(Listed entries Opens)

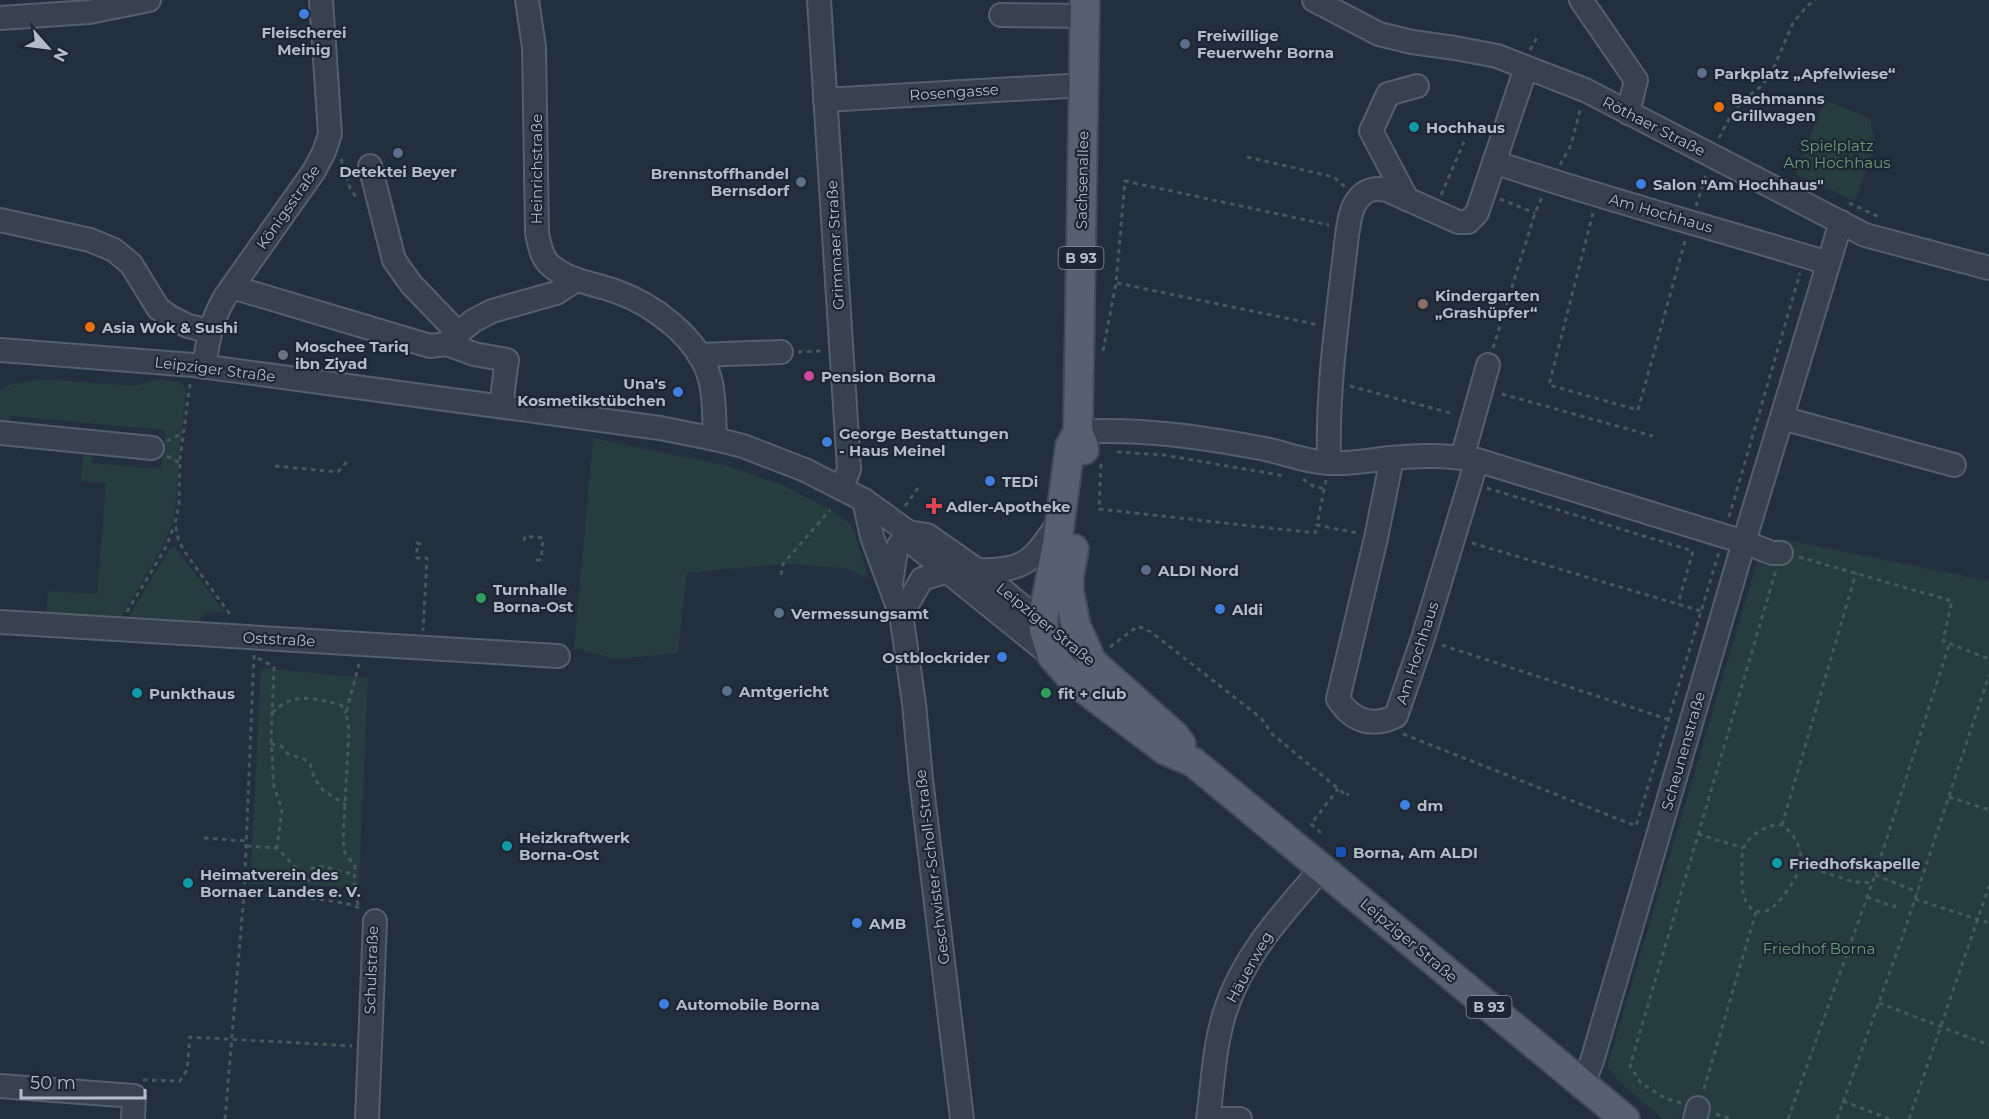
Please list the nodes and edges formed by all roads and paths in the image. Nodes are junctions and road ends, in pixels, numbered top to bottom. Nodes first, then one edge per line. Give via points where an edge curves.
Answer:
1 (149, 0) edge
2 (321, 0) edge
3 (527, 0) edge
4 (819, 0) edge
5 (1314, 0) edge
6 (1581, 0) edge
7 (1816, 0) edge
8 (1085, 8) edge
9 (1001, 15) dead end
10 (0, 18) edge
11 (1526, 68) junction
12 (1084, 85) junction
13 (1417, 86) dead end
14 (1585, 90) junction
15 (825, 100) junction
16 (1628, 113) junction
17 (1464, 142) dead end
18 (1715, 148) junction
19 (1247, 157) dead end
20 (1494, 162) junction
21 (370, 166) dead end
22 (1552, 181) junction
23 (1484, 193) junction
24 (1598, 194) junction
25 (1358, 199) junction
26 (1407, 200) junction
27 (1842, 200) dead end
28 (1539, 204) dead end
29 (1434, 212) junction
30 (1535, 213) junction
31 (0, 220) edge
32 (1887, 220) dead end
33 (1691, 221) junction
34 (1841, 222) junction
35 (1348, 229) junction
36 (1828, 263) junction
37 (1989, 268) edge
38 (576, 280) junction
39 (1116, 283) junction
40 (232, 287) junction
41 (1336, 328) junction
42 (209, 331) junction
43 (452, 339) junction
44 (1495, 342) dead end
45 (841, 351) junction
46 (781, 352) joint
47 (1102, 354) dead end
48 (699, 355) junction
49 (2, 356) edge
50 (1488, 365) dead end
51 (198, 366) junction
52 (1330, 381) junction
53 (1502, 394) dead end
54 (501, 406) junction
55 (1782, 418) junction
56 (1473, 419) junction
57 (1078, 432) junction
58 (0, 433) edge
59 (1653, 436) dead end
60 (715, 439) junction
61 (152, 448) dead end
62 (1112, 452) dead end
63 (1392, 458) junction
64 (349, 459) dead end
65 (1470, 459) junction
66 (1101, 463) dead end
67 (1329, 464) junction
68 (1954, 465) dead end
69 (275, 466) dead end
70 (1470, 483) junction
71 (842, 488) junction
72 (1325, 489) junction
73 (864, 500) junction
74 (830, 510) dead end
75 (1060, 521) junction
76 (175, 524) junction
77 (1317, 525) junction
78 (908, 531) junction
79 (1376, 538) junction
80 (1454, 538) junction
81 (524, 541) dead end
82 (1744, 542) junction
83 (421, 544) dead end
84 (1781, 553) junction
85 (536, 560) dead end
86 (977, 570) junction
87 (947, 571) junction
88 (1857, 573) junction
89 (781, 575) dead end
90 (1069, 576) junction
91 (890, 587) junction
92 (1678, 604) junction
93 (1701, 611) dead end
94 (901, 615) junction
95 (1035, 620) junction
96 (0, 622) edge
97 (117, 628) junction
98 (1423, 638) junction
99 (1949, 645) junction
100 (254, 647) junction
101 (422, 647) junction
102 (558, 656) dead end
103 (1052, 656) joint
104 (1099, 656) junction
105 (361, 659) dead end
106 (1989, 659) edge
107 (1989, 675) edge
108 (272, 713) junction
109 (346, 713) junction
110 (1396, 716) junction
111 (1667, 719) dead end
112 (271, 744) junction
113 (1193, 762) junction
114 (1338, 789) junction
115 (1348, 793) dead end
116 (1949, 797) junction
117 (346, 805) junction
118 (1989, 810) edge
119 (1782, 825) junction
120 (1636, 826) dead end
121 (1321, 834) dead end
122 (1698, 834) junction
123 (204, 838) dead end
124 (247, 841) junction
125 (247, 846) junction
126 (277, 848) junction
127 (1743, 848) junction
128 (1802, 865) junction
129 (1322, 868) junction
130 (334, 870) junction
131 (303, 874) junction
132 (354, 874) junction
133 (1875, 875) junction
134 (1872, 883) junction
135 (1989, 886) edge
136 (1918, 892) junction
137 (244, 894) junction
138 (1867, 897) junction
139 (1915, 899) junction
140 (1898, 902) dead end
141 (358, 905) junction
142 (1756, 912) junction
143 (1978, 920) junction
144 (375, 921) joint
145 (1989, 923) edge
146 (1879, 1004) junction
147 (1941, 1027) junction
148 (232, 1038) junction
149 (1989, 1045) edge
150 (369, 1047) junction
151 (1583, 1084) junction
152 (0, 1086) edge
153 (134, 1095) junction
154 (1843, 1101) junction
155 (1696, 1114) edge
156 (133, 1119) edge
157 (225, 1119) edge
158 (367, 1119) edge
159 (962, 1119) edge
160 (1208, 1119) edge
161 (1217, 1119) edge
162 (1240, 1119) edge
163 (1625, 1119) edge
164 (1732, 1119) edge
165 (1788, 1119) edge
166 (1837, 1119) edge
167 (1890, 1119) edge
168 (1909, 1119) edge

1 - 10 street via 89,12
2 - 40 street, Königsstraße via 330,134 314,171
3 - 38 street, Heinrichstraße via 534,47 537,233 547,262
4 - 15 street, Grimmaer Straße
5 - 11 street, Röthaer Straße via 1379,34 1497,56
6 - 16 street via 1636,80
7 - 18 path via 1792,23 1772,74 1733,111
8 - 9 street
8 - 12 main road, Sachsenallee / B 93
11 - 14 street, Röthaer Straße
11 - 20 street
12 - 15 street, Rosengasse
12 - 57 main road, Sachsenallee / B 93
13 - 26 street via 1388,94 1371,130
14 - 16 street, Röthaer Straße
14 - 22 path via 1571,145
15 - 45 street, Grimmaer Straße
16 - 18 street, Röthaer Straße
17 - 29 path
18 - 33 path
18 - 34 street, Röthaer Straße
19 - 25 path via 1334,177
20 - 22 street, Am Hochhaus
20 - 23 street
21 - 43 street via 394,260
22 - 24 street, Am Hochhaus
23 - 29 street via 1477,213 1468,222
23 - 30 path
24 - 33 street, Am Hochhaus
24 - 33 path via 1549,386 1638,410
25 - 26 street via 1366,190 1377,188
25 - 35 street
26 - 29 street
27 - 32 path
28 - 30 path
30 - 44 path
31 - 42 street via 90,240 114,250 131,264 158,308 188,326
33 - 36 street, Am Hochhaus
34 - 36 street, Scheunenstraße
34 - 37 street, Röthaer Straße via 1865,235
35 - 39 path via 1125,181
35 - 41 street
36 - 55 street, Scheunenstraße
38 - 43 street via 556,293 492,311 472,321
38 - 48 street, Heinrichstraße via 650,307 667,319
39 - 41 path
39 - 47 path
40 - 42 street, Königsstraße
40 - 43 street via 430,346
41 - 52 street
42 - 51 street, Königsstraße
43 - 54 street via 474,354 507,360
45 - 46 path
45 - 71 street, Grimmaer Straße via 849,469
46 - 48 street
48 - 60 street, Heinrichstraße via 710,378
49 - 51 street, Leipziger Straße
50 - 56 street, Am Hochhaus
51 - 54 street, Leipziger Straße
51 - 76 path via 180,459
52 - 56 path
52 - 67 street
53 - 59 path
54 - 60 street, Leipziger Straße
55 - 68 street
55 - 82 street, Scheunenstraße
56 - 65 street, Am Hochhaus
57 - 67 street via 1117,430 1220,440
57 - 75 main road, Sachsenallee / B 93 via 1070,446
57 - 90 main road, Sachsenallee / B 93 via 1084,463 1079,525
58 - 61 street
60 - 71 street, Leipziger Straße via 774,457
62 - 72 path via 1237,466 1305,480
63 - 65 street
63 - 67 street
63 - 79 street, Am Hochhaus
64 - 69 path via 338,472
65 - 70 street, Am Hochhaus
65 - 82 street
66 - 77 path via 1099,509 1315,532
67 - 72 path
70 - 80 street, Am Hochhaus
70 - 92 path via 1693,551
71 - 73 street, Leipziger Straße
72 - 77 path
73 - 78 street, Leipziger Straße
73 - 91 street, Geschwister-Scholl-Straße
74 - 89 path via 783,564
75 - 86 street via 1028,562 1003,570
75 - 95 main road, Sachsenallee / B 93
76 - 97 path via 166,547
76 - 100 path via 179,542 189,558
77 - 79 path
78 - 86 street, Leipziger Straße via 927,535
78 - 87 street, Leipziger Straße via 917,547
78 - 91 street via 896,550
79 - 110 street, Am Hochhaus via 1338,699 1344,709 1363,722 1386,722
80 - 92 path
80 - 98 street, Am Hochhaus
81 - 85 path via 525,536 543,538 543,560
82 - 84 street via 1772,554
82 - 151 street, Scheunenstraße
83 - 101 path via 417,543 417,558 427,558
84 - 88 path
84 - 122 path
86 - 95 street, Leipziger Straße
87 - 94 street via 922,579
87 - 95 street, Leipziger Straße
88 - 99 path via 1952,601 1943,641
88 - 119 path
90 - 95 street, B 93 via 1061,596
90 - 104 main road, Sachsenallee / B 93 via 1074,617
91 - 94 street, Geschwister-Scholl-Straße
92 - 93 path
94 - 159 street, Geschwister-Scholl-Straße
95 - 103 main road, Sachsenallee / B 93
95 - 104 street, Leipziger Straße
96 - 97 street, Oststraße
97 - 100 street, Oststraße
98 - 110 street, Am Hochhaus
98 - 111 path
99 - 106 path
99 - 133 path
100 - 101 street, Oststraße
100 - 108 path via 274,667
100 - 124 path
101 - 102 street, Oststraße
103 - 113 main road, Leipziger Straße / B 93 via 1075,681 1156,744
104 - 113 main road, Leipziger Straße / B 93 via 1176,736
104 - 114 path via 1138,626 1225,688
105 - 109 path
107 - 116 path
108 - 109 path via 296,698 341,705
108 - 112 path
109 - 117 path
110 - 120 path via 1392,730 1398,733
112 - 117 path via 310,764 324,791
112 - 126 path via 274,787 282,809
113 - 129 main road, Leipziger Straße / B 93
114 - 115 path
114 - 121 path via 1311,824
116 - 118 path
116 - 136 path
117 - 132 path via 343,840 345,853 355,866
119 - 127 path via 1768,826
119 - 128 path via 1798,843
122 - 127 path
122 - 155 path via 1630,1066 1641,1083
123 - 124 path
124 - 125 path
125 - 126 path
125 - 137 path
126 - 131 path
127 - 142 path via 1742,891 1747,905
128 - 134 path via 1854,882
128 - 142 path via 1785,895 1774,906
129 - 151 main road, Leipziger Straße / B 93
129 - 160 street, Häuerweg via 1255,950 1226,1008
130 - 131 path via 317,867
130 - 131 path via 319,882 309,881
130 - 132 path
132 - 141 path
133 - 134 path
133 - 136 path
134 - 138 path
135 - 143 path
136 - 139 path
137 - 141 path, Schulstraße
137 - 148 path
138 - 140 path via 1894,907
138 - 165 path
139 - 143 path
139 - 146 path
141 - 144 path, Schulstraße
142 - 155 path
143 - 145 path
143 - 147 path
144 - 150 street, Schulstraße
146 - 147 path
146 - 154 path
147 - 149 path
147 - 168 path
148 - 150 path
148 - 153 path via 190,1037 187,1070 180,1080 136,1079
148 - 157 path
150 - 158 street, Schulstraße
151 - 163 main road, Leipziger Straße / B 93
152 - 153 street
153 - 156 street
154 - 166 path
154 - 167 path
155 - 164 path
161 - 162 street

(Listed entries Closes)

Requirement - Your task is to report how many lines of the material include the string "Scholl". Give the number and no other words.

Task response - 3